SOURCE DATA:
━━━━━━━━━━━━━━━━━━━━

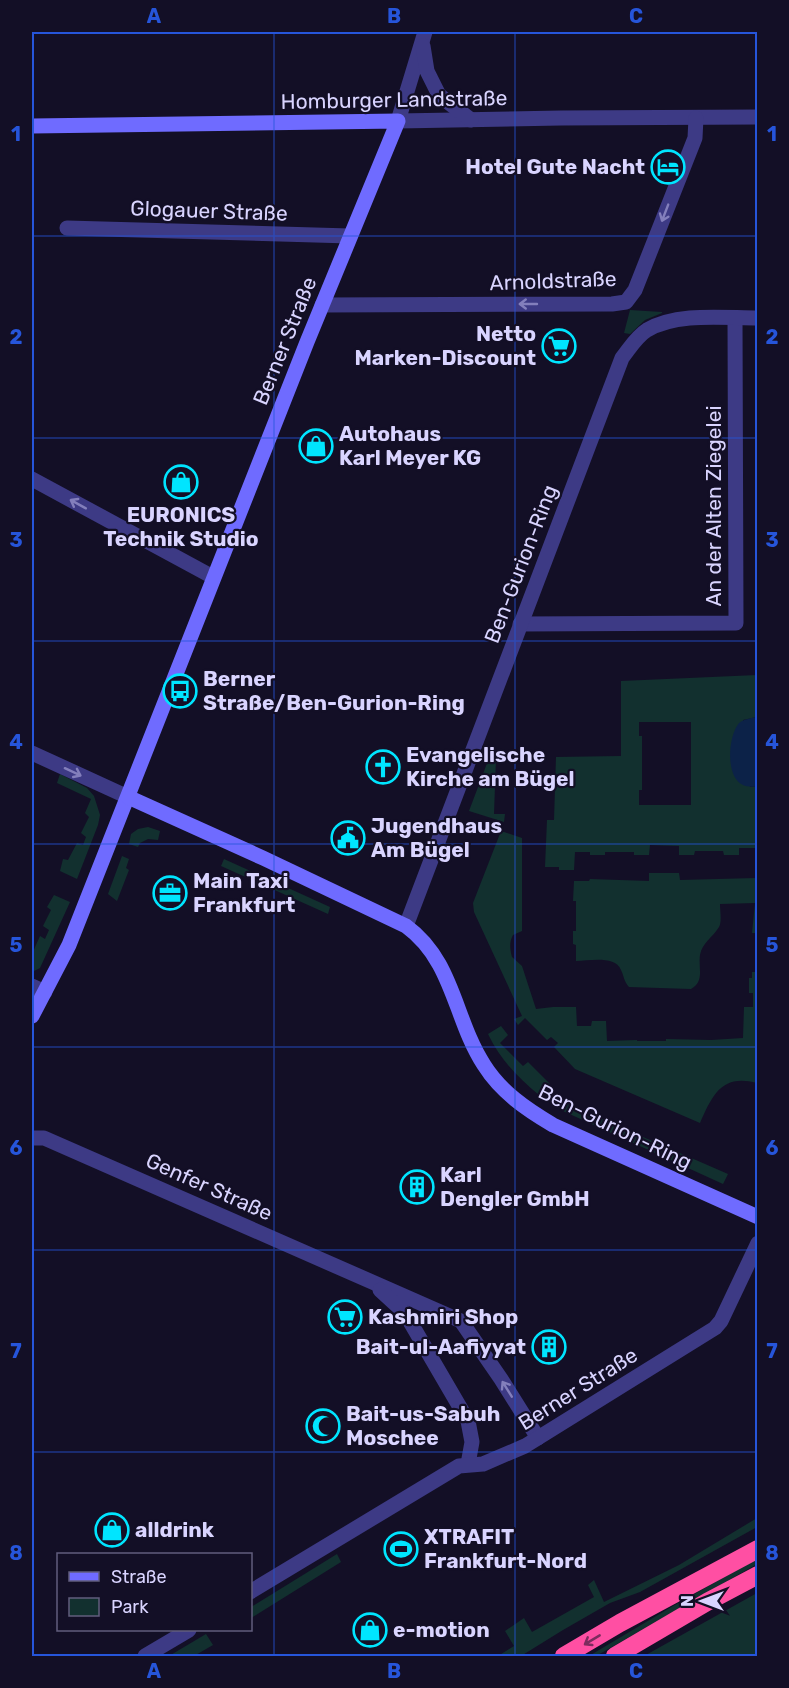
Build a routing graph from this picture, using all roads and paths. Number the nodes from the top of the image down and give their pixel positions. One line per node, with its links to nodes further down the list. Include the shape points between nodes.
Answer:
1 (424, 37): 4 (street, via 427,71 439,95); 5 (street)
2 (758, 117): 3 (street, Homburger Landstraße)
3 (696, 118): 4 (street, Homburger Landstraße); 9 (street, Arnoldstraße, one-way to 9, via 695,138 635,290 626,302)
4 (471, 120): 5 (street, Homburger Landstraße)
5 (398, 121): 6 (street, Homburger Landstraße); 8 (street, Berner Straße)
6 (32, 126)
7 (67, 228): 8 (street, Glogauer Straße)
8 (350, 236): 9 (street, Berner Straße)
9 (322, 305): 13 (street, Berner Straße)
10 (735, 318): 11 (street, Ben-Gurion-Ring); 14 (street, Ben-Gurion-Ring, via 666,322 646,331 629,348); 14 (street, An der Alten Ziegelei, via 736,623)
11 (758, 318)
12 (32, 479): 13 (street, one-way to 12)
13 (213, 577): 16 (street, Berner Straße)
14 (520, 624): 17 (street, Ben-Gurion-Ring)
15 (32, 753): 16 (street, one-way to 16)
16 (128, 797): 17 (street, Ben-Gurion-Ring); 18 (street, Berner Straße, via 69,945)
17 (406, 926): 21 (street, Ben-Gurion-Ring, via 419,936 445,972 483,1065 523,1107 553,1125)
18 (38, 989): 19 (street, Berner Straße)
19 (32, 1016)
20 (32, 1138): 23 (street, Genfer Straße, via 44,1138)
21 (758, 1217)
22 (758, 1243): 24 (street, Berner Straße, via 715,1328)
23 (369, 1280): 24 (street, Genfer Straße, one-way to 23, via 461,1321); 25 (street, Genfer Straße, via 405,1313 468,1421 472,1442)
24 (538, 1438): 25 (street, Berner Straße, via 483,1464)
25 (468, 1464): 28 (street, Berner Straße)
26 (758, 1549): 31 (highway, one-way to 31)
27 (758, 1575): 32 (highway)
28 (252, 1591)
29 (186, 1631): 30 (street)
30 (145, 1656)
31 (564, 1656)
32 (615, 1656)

━━━━━━━━━━━━━━━━━━━━

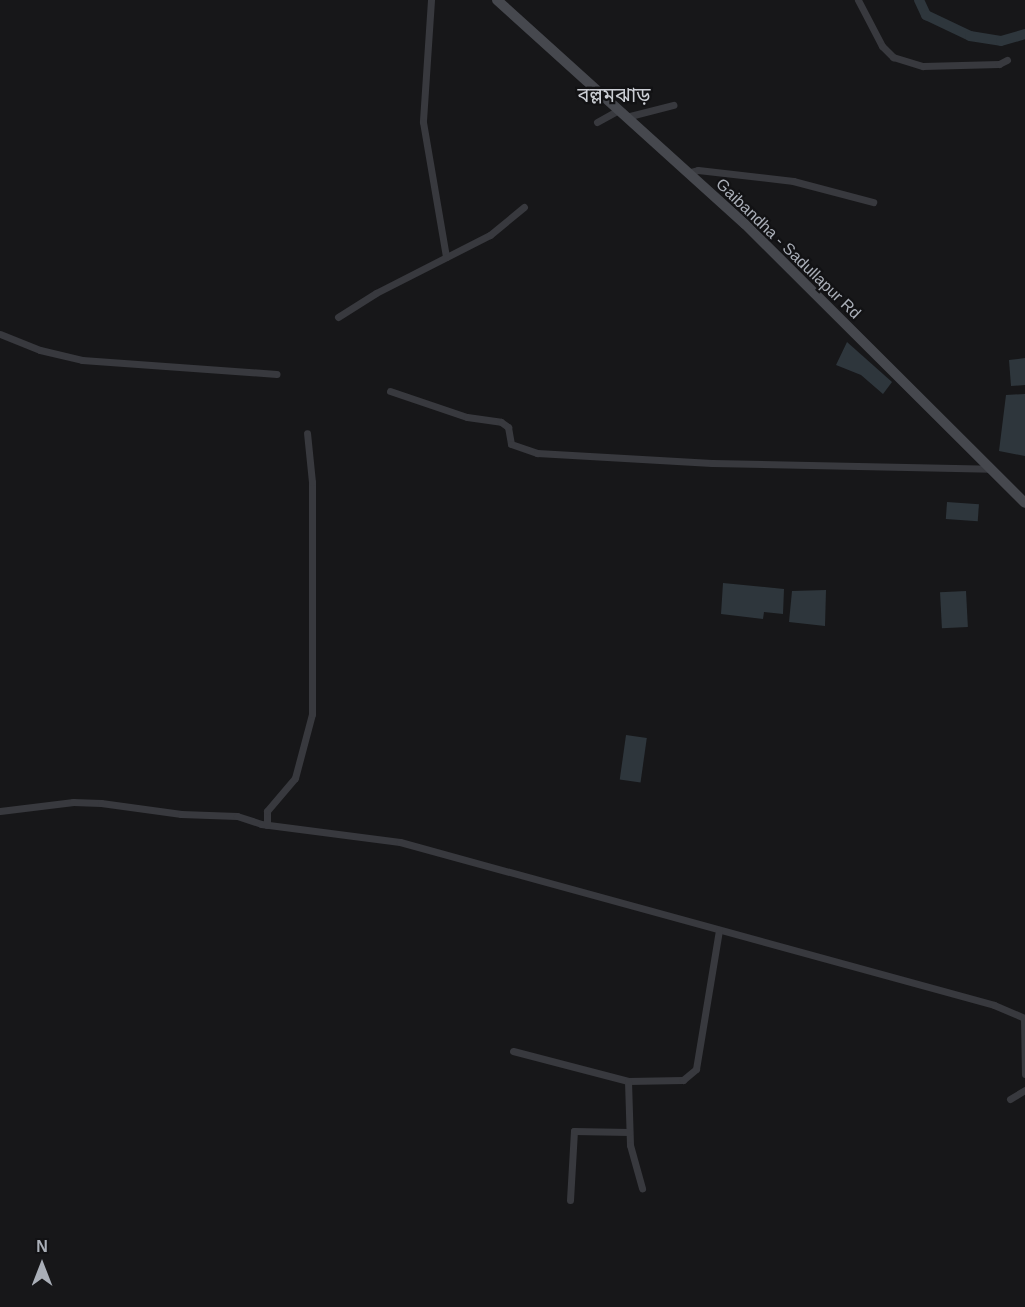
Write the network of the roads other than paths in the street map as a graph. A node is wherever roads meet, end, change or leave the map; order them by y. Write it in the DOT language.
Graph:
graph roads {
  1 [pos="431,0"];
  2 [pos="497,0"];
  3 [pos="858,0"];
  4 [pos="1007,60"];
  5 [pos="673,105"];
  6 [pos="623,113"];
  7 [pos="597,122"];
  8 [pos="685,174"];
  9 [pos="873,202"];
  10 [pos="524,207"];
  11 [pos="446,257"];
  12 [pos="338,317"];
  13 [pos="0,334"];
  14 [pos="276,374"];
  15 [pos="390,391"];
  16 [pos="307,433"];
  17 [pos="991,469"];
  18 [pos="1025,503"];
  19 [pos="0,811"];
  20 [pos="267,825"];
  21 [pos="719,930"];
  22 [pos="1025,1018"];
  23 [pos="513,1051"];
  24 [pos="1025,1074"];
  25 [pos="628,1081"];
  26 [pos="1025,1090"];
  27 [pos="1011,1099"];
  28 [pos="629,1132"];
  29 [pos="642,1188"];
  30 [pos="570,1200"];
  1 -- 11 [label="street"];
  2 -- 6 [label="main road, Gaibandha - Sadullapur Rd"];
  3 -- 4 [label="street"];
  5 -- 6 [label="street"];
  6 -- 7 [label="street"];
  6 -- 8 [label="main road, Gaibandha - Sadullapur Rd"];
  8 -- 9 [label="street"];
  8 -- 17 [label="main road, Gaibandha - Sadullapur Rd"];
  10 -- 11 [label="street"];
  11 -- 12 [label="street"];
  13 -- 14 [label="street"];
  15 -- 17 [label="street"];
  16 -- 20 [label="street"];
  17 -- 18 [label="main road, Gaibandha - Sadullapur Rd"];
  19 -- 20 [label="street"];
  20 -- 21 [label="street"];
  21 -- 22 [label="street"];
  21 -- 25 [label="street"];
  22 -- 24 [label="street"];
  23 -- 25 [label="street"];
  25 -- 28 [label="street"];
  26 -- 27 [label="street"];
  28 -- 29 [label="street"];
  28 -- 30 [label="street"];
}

━━━━━━━━━━━━━━━━━━━━

WHAT IS BEING ASKED: Find the lines above holding the word "Ring" and show them.

ANSWER SECTION:
10 (735, 318): 11 (street, Ben-Gurion-Ring); 14 (street, Ben-Gurion-Ring, via 666,322 646,331 629,348); 14 (street, An der Alten Ziegelei, via 736,623)
14 (520, 624): 17 (street, Ben-Gurion-Ring)
16 (128, 797): 17 (street, Ben-Gurion-Ring); 18 (street, Berner Straße, via 69,945)
17 (406, 926): 21 (street, Ben-Gurion-Ring, via 419,936 445,972 483,1065 523,1107 553,1125)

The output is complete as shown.